Llegaron también las compañías madereras y sus sistemas de deforestación en línea, que además endeudaron a los cortadores con cuentas que no podían pagar; los cangaceiros (uno de ellos muy famoso, Cristo Gomes da Silva Cleto, llamado el diablo rubio), que buscaban oro, compraban esclavos y mataban con cuchillo largo; los cacharreros que cambiaban bisutería por yuca y pescado seco, pasta de coca y pociones de yagé; llegaron los corregidores, los inspectores fluviales, los policías castigados u olvidados y algunos soldados de la marina, todos perdidos en esas aguas y junglas. Y en medio de todo este ensamble, las guacamayas y los pericos, las arañas y los bufeos (delfines rosados), las mantarayas que comen tierra y el pito, que es un insecto que se mete en la carne y su llaga es difícil de curar; los alacranes, las hormigas negras y los peces cordero, que entran por los orificios del cuerpo y dañan los órganos cuando tratan de salir. Todo esto lo cuenta Valerie Meikle, en su libro Hacia el corazón del Amazonas, que es más bien un libro sobre el río Putumayo, en el que habla también de hamacas coloradas y ranchos abandonados, del pez temblón que inmoviliza a sus víctimas, de la corrupción en cada puerto y del desamparo en que se vive, así sea ayudándose de un tarot ecológico o de un manual del Kamasutra. Para esta inglesa andariega, todo vale, incuso no curarse usando penicilina.
Pero el libro que narra lo que hay alrededor del Amazonas, el Putumayo, el Vaupés y el Apoporis, es El Río, de Wade Davis, que cuenta sobre etnias y botánica, y las andanzas del antropólogo Richard Evans Schultes, desde 1941, cuando los mapas estaban mal hechos, no se encontraba nada bien señalado y saber dónde se estaba era casi un milagro.

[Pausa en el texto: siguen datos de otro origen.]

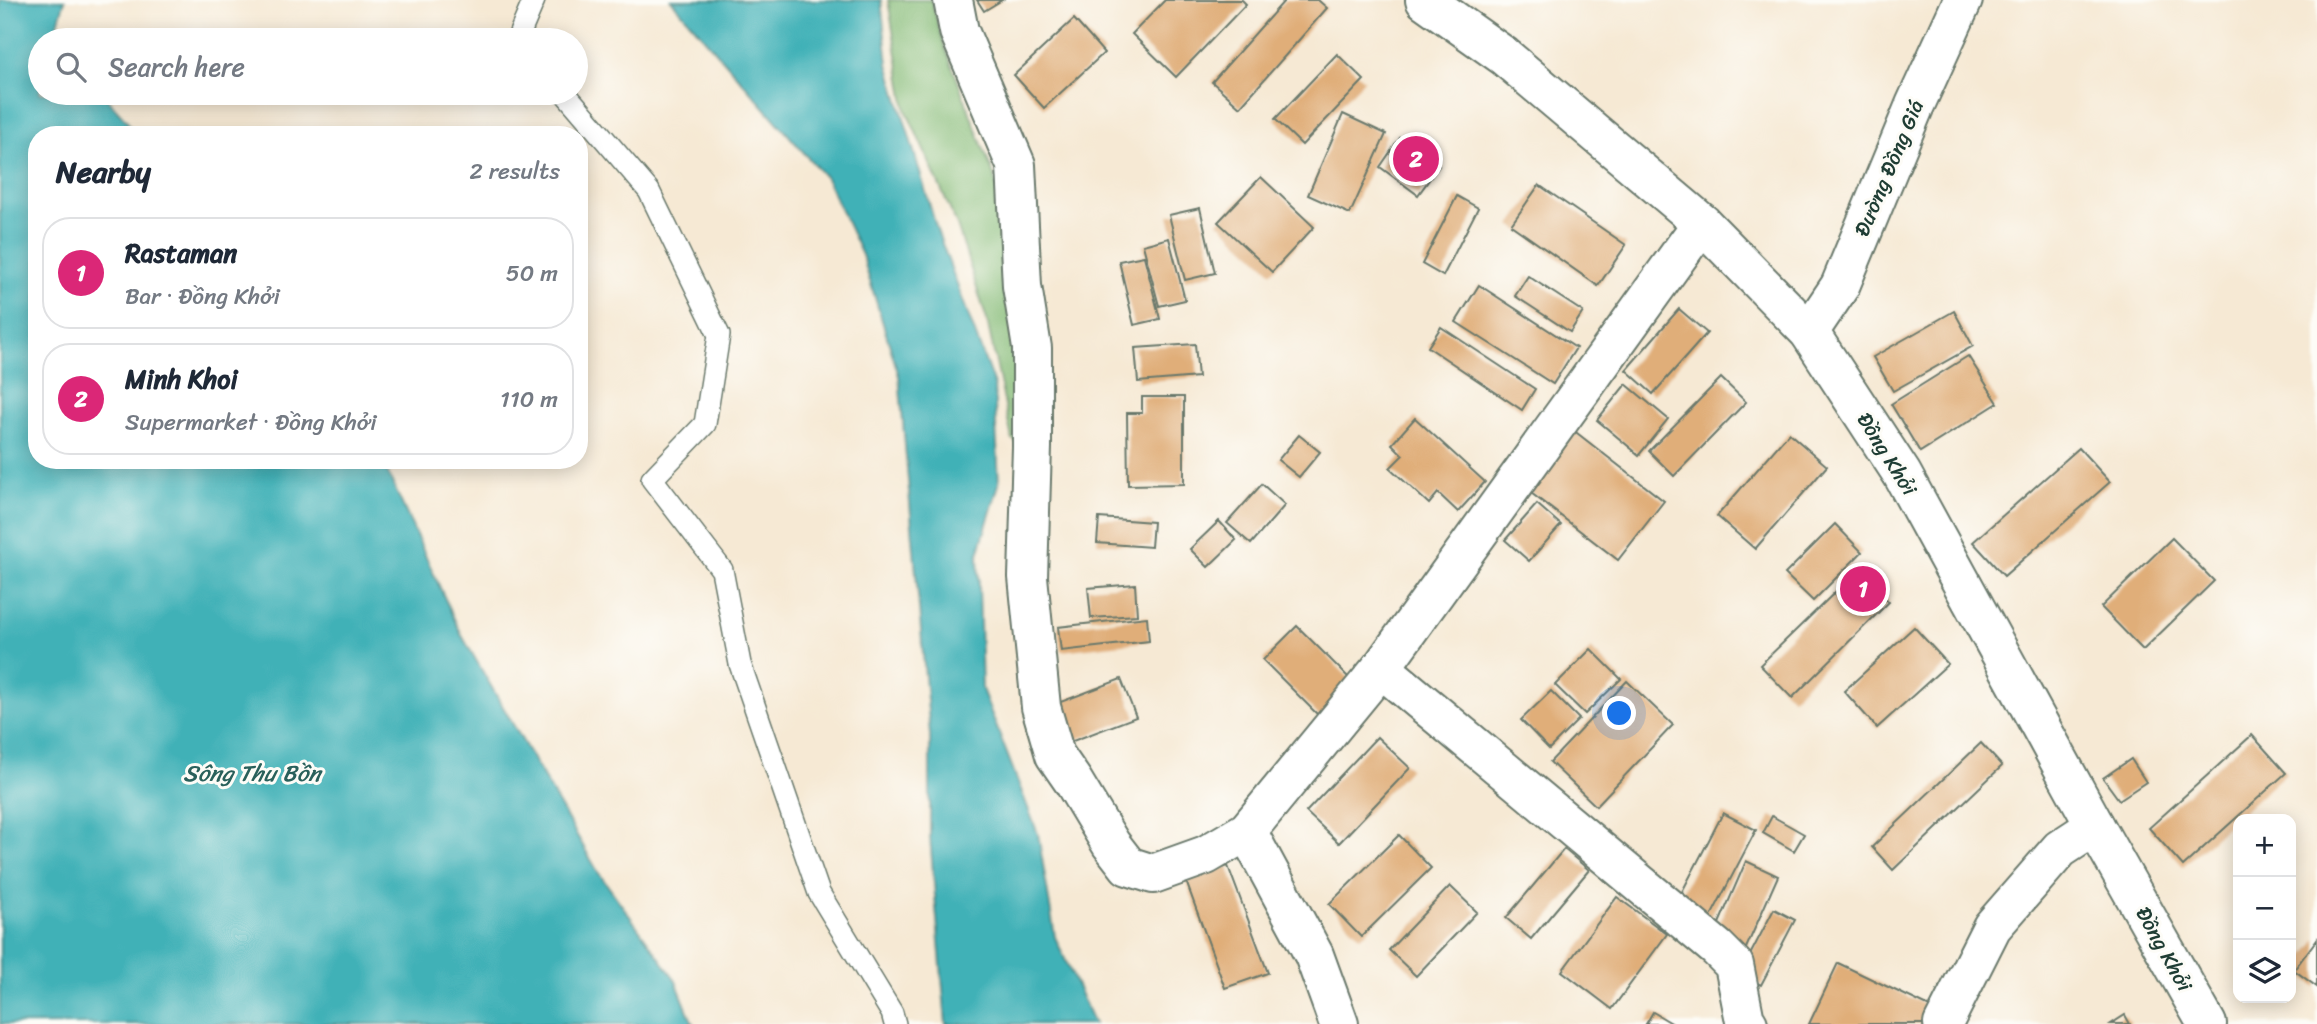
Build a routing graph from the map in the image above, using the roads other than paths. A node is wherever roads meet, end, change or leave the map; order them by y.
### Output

Y en ese viaje por el río y sus fronteras, por entre las plagas y los rezos, el objetivo es uno: la reconciliación necesaria con la naturaleza y con el hombre verde, que no es un buen salvaje roussoniano, sino alguien que pertenece creación y por eso tiene alma. Y así, regresando a lo que se creía para que haya literatura y palabras que entender, y tomando conciencia de lo que se sabe para que las historias crueles no se repitan, el Amazonas (y por extensión los otros ríos) volverá a ser puro, fluirá y llegará limpio de diablos al mar, como si hubiera bebido la esencia de la ayahuasca y escupido el mal.